On notera l'abence dans cette belle équipe du "Temps" (probablement considéré comme un quotidien national, et non régional) et du "Courrier", vraisemblablement considéré comme potentiellement trop critique).

Quant à la télévision nationale (la SSR, donc), elle a conclu un partenariat avec l'UEFA pour l'Euro 2008 : "UEFA EURO 2008 with SRG SSR idée suisse". On notera le "with" plutôt que le "mit", "avec" ou "con" (qui même en français s'imposerait).
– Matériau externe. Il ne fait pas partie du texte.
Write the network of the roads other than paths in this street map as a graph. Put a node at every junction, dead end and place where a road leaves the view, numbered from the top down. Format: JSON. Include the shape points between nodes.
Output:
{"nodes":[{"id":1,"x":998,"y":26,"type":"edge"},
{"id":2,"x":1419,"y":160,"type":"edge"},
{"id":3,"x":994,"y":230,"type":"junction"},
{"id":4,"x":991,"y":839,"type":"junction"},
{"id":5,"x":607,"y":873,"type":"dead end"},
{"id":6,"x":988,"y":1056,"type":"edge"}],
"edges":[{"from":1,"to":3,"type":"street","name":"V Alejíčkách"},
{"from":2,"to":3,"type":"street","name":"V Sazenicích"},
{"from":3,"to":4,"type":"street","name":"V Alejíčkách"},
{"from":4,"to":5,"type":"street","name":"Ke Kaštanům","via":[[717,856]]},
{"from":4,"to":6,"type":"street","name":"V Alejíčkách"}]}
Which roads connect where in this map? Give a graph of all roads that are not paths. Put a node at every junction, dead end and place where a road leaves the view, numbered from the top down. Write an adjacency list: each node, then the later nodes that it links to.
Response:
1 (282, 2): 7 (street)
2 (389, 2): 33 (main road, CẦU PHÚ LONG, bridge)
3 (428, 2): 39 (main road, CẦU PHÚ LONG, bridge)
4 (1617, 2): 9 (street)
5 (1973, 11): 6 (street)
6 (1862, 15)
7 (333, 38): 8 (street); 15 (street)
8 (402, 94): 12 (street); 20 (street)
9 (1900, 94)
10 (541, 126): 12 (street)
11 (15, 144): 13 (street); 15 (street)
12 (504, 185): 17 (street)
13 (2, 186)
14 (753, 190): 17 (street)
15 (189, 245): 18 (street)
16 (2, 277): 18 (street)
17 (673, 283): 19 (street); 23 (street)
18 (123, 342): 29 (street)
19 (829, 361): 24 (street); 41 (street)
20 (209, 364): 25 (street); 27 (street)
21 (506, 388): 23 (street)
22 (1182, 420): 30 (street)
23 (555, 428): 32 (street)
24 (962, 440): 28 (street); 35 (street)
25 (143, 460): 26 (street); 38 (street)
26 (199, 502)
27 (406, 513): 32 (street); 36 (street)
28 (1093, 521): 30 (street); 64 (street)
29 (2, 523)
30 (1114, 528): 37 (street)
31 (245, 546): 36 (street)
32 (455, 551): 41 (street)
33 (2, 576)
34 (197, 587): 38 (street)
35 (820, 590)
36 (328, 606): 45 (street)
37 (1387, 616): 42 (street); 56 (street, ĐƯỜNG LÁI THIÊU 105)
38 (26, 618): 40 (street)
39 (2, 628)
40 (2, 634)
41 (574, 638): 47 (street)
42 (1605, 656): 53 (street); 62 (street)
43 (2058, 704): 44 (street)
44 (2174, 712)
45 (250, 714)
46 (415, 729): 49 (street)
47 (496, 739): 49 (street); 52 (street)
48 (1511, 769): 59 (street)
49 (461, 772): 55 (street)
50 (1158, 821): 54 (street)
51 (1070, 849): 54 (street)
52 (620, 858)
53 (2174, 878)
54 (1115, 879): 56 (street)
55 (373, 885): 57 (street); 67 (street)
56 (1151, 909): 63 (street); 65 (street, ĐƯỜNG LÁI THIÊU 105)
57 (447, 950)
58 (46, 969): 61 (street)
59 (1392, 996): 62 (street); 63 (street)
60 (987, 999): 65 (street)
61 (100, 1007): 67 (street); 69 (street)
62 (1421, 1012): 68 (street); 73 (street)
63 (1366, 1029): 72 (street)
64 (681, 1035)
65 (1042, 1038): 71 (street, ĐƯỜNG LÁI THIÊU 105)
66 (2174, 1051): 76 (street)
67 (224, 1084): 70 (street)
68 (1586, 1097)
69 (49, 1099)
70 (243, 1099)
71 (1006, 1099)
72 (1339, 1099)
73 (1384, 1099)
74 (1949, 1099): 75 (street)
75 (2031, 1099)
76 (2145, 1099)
Mais on a quand même échappé à une devise tout à fait nationale idée suisse, proposée par le dirgé de la SSR, Armin Walpen, pour "motiver le personnel" de la boîte, au cas où il aurait quelque réticence à se mettre à la botte de l'UEFA : "We light the Euro fire"...

Enfin, un barman genevois, Daniel Pion, a créé des "coktails officiels de l'Euro 2008", dont un sans alcool : nectar de fraises du Valais et d'abricot, avec un jus de pomme pétillant.
C'était inutile : le cockail officiel de l'Euro, on le connaît déjà : un tiers de nectar d'arnaque, un tiers de jus de racket et un tiers de blabla. Servir tiède, mais réchauffer si besoin est.

23 octobre 2007

19 octobre 2007

SLEEP IN EN SOMMEIL

Le programme "sleep-in", supposé permettre aux spacxtateurs des matches de l'Euro de se faire louer une chambre ou un appartement par des indigènes, fait un bide à Genève : non seulement il n'y a que 42 hôtes à s'être annoncés pour louer une chambre ou un appart', mais la majorité de ces hôtes crêchent dans le canton de Vaud ou en France.
L'autre programme d'accueil, destiné celui-ci aux victimes des nuisances provoquées autour de la plaine de Plainpalais par les réjouissances de la fête à blaireaux installée sur la plaine pendant l'Euro, fait un bide encore plus retentissant : cinq personnes, en tout et pour tout, se sont annoncées. Seule réaction de Mark Muller : tant pis pour les riverains, il faudra qu'ils soient compréhensifs à l'égard des bruits de la fête.
Le société NEPSA du député radical Frédéric Holh a prévu d'installer deux écrans géants pour la retransmission des matches, trois ou quatre concerts "géants" en plein air. L'autre radical de service, Pierre Maudet, assure que "tous les services" dont il a la charge (pompiers, voirie, pritection civile, agents de ville) seron t "sur le pied de guerre pendant le mois de juin". Ils ne seront pas les seuls : les riverains de Plainpalais aussi.

16 octobre 2007

MILLE ET UNE NUITS (EN VINGT-CINQ VOLUMES)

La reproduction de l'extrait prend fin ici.